Why Reusability Changes Everything
To understand why booster reuse is such a big deal, you have to understand how rockets used to work. For most of the history of spaceflight, rockets were effectively single-use machines. You built them, fuelled them, flew them once, and they fell into the ocean. The engines, the tanks, the plumbing — all of it, gone. The cost of getting a kilogram of cargo to orbit reflected that: you were, in essence, building a new vehicle every time.
SpaceX changed that calculation dramatically with the Falcon 9. A Falcon 9 booster has now been flown as many as 25 times in a single vehicle. The economics are transformative — when you're not rebuilding the most expensive part of the rocket from scratch each time, launch costs fall, and launch frequency can rise. That's what enabled SpaceX to dominate the commercial launch market through the late 2010s and 2020s.
Blue Origin is now on that same path, with a larger vehicle.
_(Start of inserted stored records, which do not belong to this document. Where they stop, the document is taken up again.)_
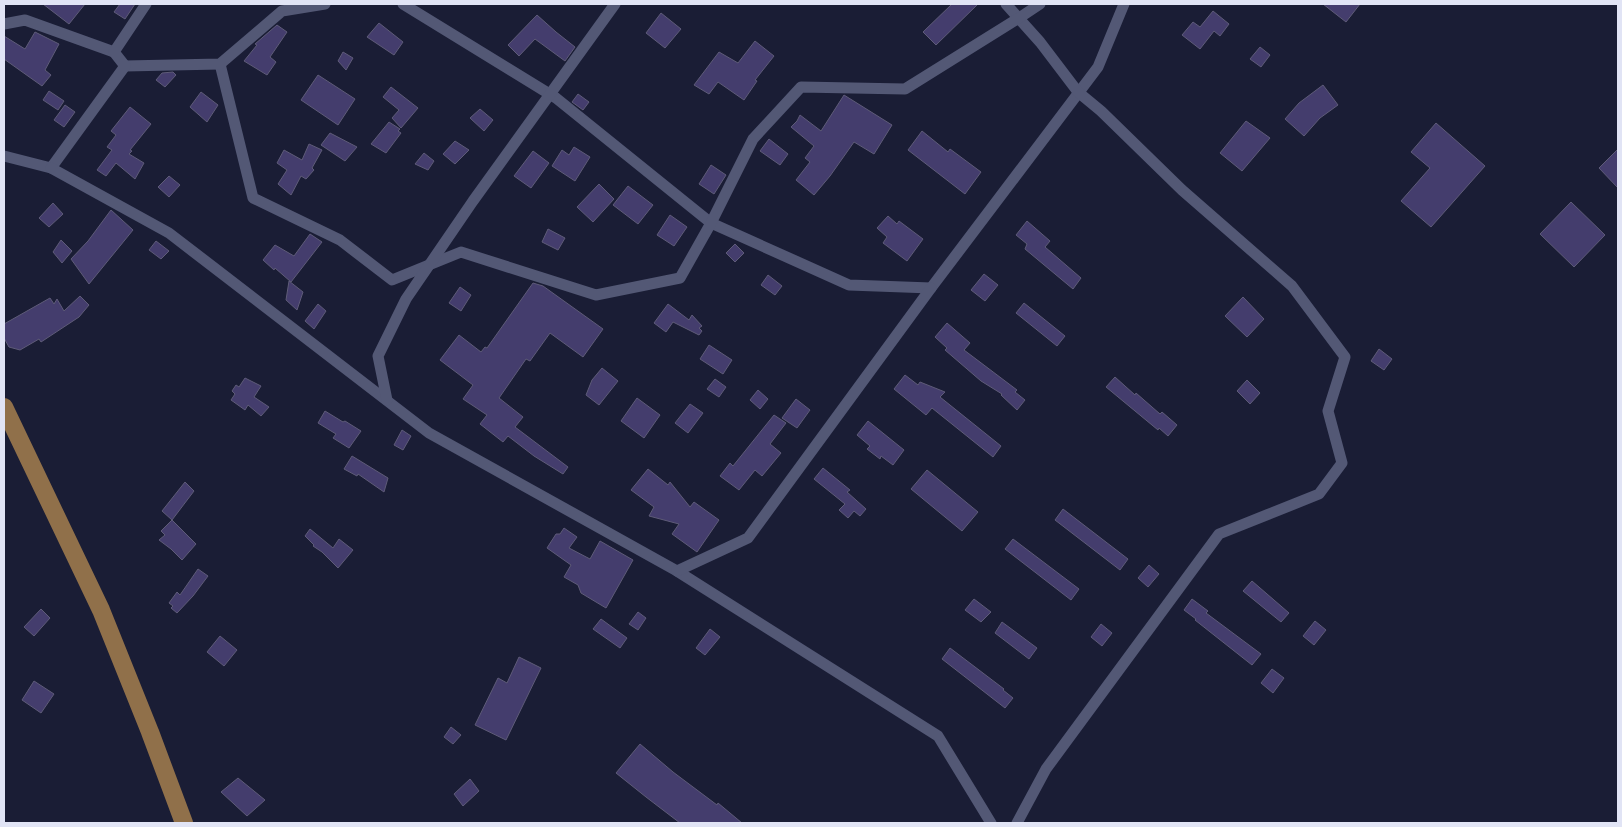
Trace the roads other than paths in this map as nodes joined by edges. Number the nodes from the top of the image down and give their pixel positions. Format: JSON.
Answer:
{"nodes":[{"id":1,"x":146,"y":4,"type":"edge"},
{"id":2,"x":325,"y":4,"type":"edge"},
{"id":3,"x":403,"y":4,"type":"edge"},
{"id":4,"x":615,"y":4,"type":"edge"},
{"id":5,"x":1006,"y":4,"type":"edge"},
{"id":6,"x":1040,"y":4,"type":"edge"},
{"id":7,"x":1124,"y":4,"type":"edge"},
{"id":8,"x":1019,"y":18,"type":"junction"},
{"id":9,"x":4,"y":24,"type":"edge"},
{"id":10,"x":114,"y":52,"type":"junction"},
{"id":11,"x":220,"y":64,"type":"junction"},
{"id":12,"x":125,"y":66,"type":"junction"},
{"id":13,"x":1078,"y":92,"type":"junction"},
{"id":14,"x":550,"y":94,"type":"junction"},
{"id":15,"x":4,"y":156,"type":"edge"},
{"id":16,"x":51,"y":168,"type":"junction"},
{"id":17,"x":710,"y":223,"type":"junction"},
{"id":18,"x":430,"y":265,"type":"junction"},
{"id":19,"x":931,"y":288,"type":"junction"},
{"id":20,"x":387,"y":400,"type":"junction"},
{"id":21,"x":4,"y":407,"type":"edge"},
{"id":22,"x":677,"y":571,"type":"junction"},
{"id":23,"x":184,"y":823,"type":"edge"},
{"id":24,"x":991,"y":823,"type":"edge"},
{"id":25,"x":1017,"y":823,"type":"edge"}],
"edges":[{"from":1,"to":10,"type":"street"},
{"from":2,"to":11,"type":"street"},
{"from":3,"to":14,"type":"street"},
{"from":4,"to":14,"type":"street"},
{"from":5,"to":8,"type":"street"},
{"from":6,"to":8,"type":"street"},
{"from":7,"to":13,"type":"street"},
{"from":8,"to":13,"type":"street"},
{"from":8,"to":17,"type":"street"},
{"from":9,"to":10,"type":"street"},
{"from":10,"to":12,"type":"street"},
{"from":11,"to":12,"type":"street"},
{"from":11,"to":18,"type":"street"},
{"from":12,"to":16,"type":"street"},
{"from":13,"to":19,"type":"street"},
{"from":13,"to":25,"type":"street"},
{"from":14,"to":17,"type":"street"},
{"from":14,"to":18,"type":"street"},
{"from":15,"to":16,"type":"street"},
{"from":16,"to":20,"type":"street"},
{"from":17,"to":18,"type":"street"},
{"from":17,"to":19,"type":"street"},
{"from":18,"to":20,"type":"street"},
{"from":19,"to":22,"type":"street"},
{"from":20,"to":22,"type":"street"},
{"from":21,"to":23,"type":"main road"},
{"from":22,"to":24,"type":"street"}]}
New Glenn's boosters are rated for at least 25 flights — the same headline number the Falcon 9 has achieved in practice. If Blue Origin hits that target, the cost of launching with New Glenn falls significantly with each successive flight. AST SpaceMobile — BlueBird 7's owner — is planning to use Blue Origin launches to deploy 45 to 60 satellites by the end of 2026, with a target of reflying the booster every 30 days. That cadence would only be possible with reuse.
What's On Board: The BlueBird 7 Satellite
The payload — BlueBird 7 — is itself worth a moment of attention. AST SpaceMobile is building a constellation of satellites designed to deliver broadband internet directly to standard, unmodified smartphones. No special terminal, no satellite dish on your roof, no extra hardware. The same phone in your pocket right now could, in theory, connect directly to one of these satellites when you're out of range of a mobile tower.
BlueBird 7 is a Block 2 model, featuring a 2,400-square-foot phased array antenna — one of the largest commercial antenna arrays ever deployed in low Earth orbit. It's capable of delivering peak data rates of up to 120 megabits per second per coverage cell, supporting voice calls, text messages, and video. The practical upshot for UK stargazers: if AST SpaceMobile's constellation reaches full deployment, remote dark-sky sites that currently have no signal could eventually have reliable connectivity — useful for weather updates, navigation, and sharing those late-night views from a hilltop in the Brecon Beacons.
What Comes Next for Blue Origin
Blue Origin has ambitions well beyond commercial satellite launches. The company has contracts with the US Department of Defense, is developing its Blue Ring in-space propulsion vehicle, and is building New Glenn in growing numbers at its Merritt Island factory near Cape Canaveral. The NG-3 mission is the first step toward what CEO Dave Limp has called a "rapid reuse" cadence — a schedule aggressive enough to challenge SpaceX's dominance of the heavy-lift market.
For now, what matters is this: a rocket that was already in space is back in space again. The booster named Never Tell Me the Odds lived up to its name twice over — first by landing on a ship in the middle of the Atlantic, and now by flying again. Blue Origin's long, sometimes mocked journey from tourist hops to orbital reuse has reached a milestone that very few in the industry have managed.
The space race isn't just about getting there first. It's about getting there repeatedly, reliably, and cheaply enough to make it routine. Today was another step toward that future.